Closed zefhemel closed 10 years ago

zefhemel commented 10 years ago

From a Hacker News comment:

IMO you're using the wrong text matching algorithm for file search. This is pretty critical, considering it's the main interface for opening files. Zed seems to search for simple text substrings only, whereas both Sublime Text 2 and Xcode look for the longest common subsequence. This is huge, for me at least; in Xcode or ST2 I can type the first few letters of one of my files, followed by a few more letters from different words in it, followed by ".cpp" and it finds the file. Zed (as is) is completely unusable to me, because my project folder contains many similarly named files (.h, .cpp) as well as a ton of other source files from external libraries/modules with similar sub-words with what I'm searching for which for some reason always show up first and saturate the search results. With Zed there's no way to narrow down to what I'm looking for besides typing in the full name of the file. With ST2 or Xcode this is not a problem due to LCS.

and

fwiw the search is called fuzzy matching

ghost commented 10 years ago

I think I agree, but I'm not entirely certain I understand. I've had a couple cases where I typed an exact filename and zed showed an inexact match prior to the exact match. But usually I don't experience that much redundancy in my project's file names, so I usually just type 3-4 letters of the file name and get the one I want right up front.
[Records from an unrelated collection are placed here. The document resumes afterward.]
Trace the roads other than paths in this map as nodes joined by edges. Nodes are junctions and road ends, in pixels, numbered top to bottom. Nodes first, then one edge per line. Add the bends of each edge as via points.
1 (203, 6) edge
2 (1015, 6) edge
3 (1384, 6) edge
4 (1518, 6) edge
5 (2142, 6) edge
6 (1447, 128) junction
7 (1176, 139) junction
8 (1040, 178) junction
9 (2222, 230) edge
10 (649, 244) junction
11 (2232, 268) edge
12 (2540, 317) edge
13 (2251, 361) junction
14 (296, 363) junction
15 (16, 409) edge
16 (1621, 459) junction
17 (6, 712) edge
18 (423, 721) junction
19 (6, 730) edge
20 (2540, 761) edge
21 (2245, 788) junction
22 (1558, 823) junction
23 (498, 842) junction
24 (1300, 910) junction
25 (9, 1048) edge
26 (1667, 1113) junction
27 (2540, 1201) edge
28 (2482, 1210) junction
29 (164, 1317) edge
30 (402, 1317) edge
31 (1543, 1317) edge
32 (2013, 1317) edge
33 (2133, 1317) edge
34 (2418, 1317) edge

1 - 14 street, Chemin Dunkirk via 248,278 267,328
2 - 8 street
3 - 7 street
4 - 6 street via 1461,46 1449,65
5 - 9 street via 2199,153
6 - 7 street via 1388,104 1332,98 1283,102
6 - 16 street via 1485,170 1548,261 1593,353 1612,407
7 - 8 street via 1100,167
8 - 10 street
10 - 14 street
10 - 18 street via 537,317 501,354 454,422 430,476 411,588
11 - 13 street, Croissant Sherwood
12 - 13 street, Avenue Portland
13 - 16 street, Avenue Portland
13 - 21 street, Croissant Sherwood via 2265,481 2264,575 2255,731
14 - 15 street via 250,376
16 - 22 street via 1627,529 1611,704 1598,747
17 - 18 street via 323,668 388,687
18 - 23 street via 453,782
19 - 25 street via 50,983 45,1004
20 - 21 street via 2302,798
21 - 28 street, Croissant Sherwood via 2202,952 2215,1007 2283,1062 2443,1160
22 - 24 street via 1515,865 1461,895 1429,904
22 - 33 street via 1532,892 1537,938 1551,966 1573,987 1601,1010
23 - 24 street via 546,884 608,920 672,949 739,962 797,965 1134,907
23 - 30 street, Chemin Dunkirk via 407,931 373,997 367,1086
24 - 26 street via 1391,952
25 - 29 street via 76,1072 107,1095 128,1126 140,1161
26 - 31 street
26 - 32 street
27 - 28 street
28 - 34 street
zefhemel commented 10 years ago

More from HN related to this:

On a related note, Komodo Edit/IDE has a great feature in their fuzzy matcher. In ST3 for example, a space is basically treated like the regex /.*/ This means that if you type something you can only the filter results on the RHS of your input do far. Consider: Models/player.js Controllers/player.js Views/player.js If I type "play" then I need to hit home to filter further. In Komodo, space is treated as a logical AND, which you can use to more effectively search the above. I've not tried Zed yet, but if it can handle this case then that's a plus point from me.
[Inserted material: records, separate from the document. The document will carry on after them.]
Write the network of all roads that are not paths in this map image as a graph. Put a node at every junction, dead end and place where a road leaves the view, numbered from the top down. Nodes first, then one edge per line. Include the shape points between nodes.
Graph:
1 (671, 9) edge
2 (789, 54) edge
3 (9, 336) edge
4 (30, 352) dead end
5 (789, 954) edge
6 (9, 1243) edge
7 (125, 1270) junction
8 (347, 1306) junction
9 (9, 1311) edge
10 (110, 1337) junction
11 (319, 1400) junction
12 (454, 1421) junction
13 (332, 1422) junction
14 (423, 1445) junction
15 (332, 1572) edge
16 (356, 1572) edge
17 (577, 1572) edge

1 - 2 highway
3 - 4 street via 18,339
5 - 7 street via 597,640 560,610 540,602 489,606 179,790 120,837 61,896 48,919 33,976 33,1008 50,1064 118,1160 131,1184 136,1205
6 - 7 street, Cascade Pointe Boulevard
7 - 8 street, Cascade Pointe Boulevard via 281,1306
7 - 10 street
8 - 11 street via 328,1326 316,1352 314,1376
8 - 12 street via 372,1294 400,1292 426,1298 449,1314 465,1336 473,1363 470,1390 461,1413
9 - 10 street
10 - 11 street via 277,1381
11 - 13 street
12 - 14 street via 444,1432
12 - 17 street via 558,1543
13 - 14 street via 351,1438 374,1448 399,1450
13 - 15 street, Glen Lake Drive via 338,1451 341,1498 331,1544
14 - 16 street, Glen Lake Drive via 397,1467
zefhemel commented 10 years ago

And more:

Another interesting algorithm for fuzzy searching is this one: http://www.catalysoft.com/articles/StrikeAMatch.html It essentially compares the number of matching two letter pairs in strings. I used it in a C# app that did a fuzzy instant search as the user typed more letters in. On a dataset of about six thousand names it performed really well, but it was a pretty simple app. I also used a javascript version on the same list to see how it performed on an X120e netbook, and again, it was instantaneous. No idea how the performance would compare to the methods for common substring. I like the pairs matching because I can screw up letter positioning and accidentally type a letter or two that doesn't exist in the string, but still get back strongly matching results and usually find what I want. I used it because we had a huge issue at work with people brutalizing names they entered into our employee database. Here's an implementation I wrote in javascript: https://gist.github.com/doorhammer/3016ecaac5313a87804b I never used it in production, and it's not optimized really at all, but it shows how straight forward a typical version can be.

And here's an explanation with some code examples: http://www.quora.com/Algorithms/How-is-the-fuzzy-search-algorithm-in-Sublime-Text-designed?share=1

cesarmiquel commented 10 years ago

+1 to this feature. I've been using zed for a couple of days and since the idea is (AFAIU) that you find your files with CTRL-E it should be very good at this. The current algorithm is limited so it would be great to be able to find files as is done in Sublime 2/3. Maybe you should give it a go and you'll quickly understand how powerful it is.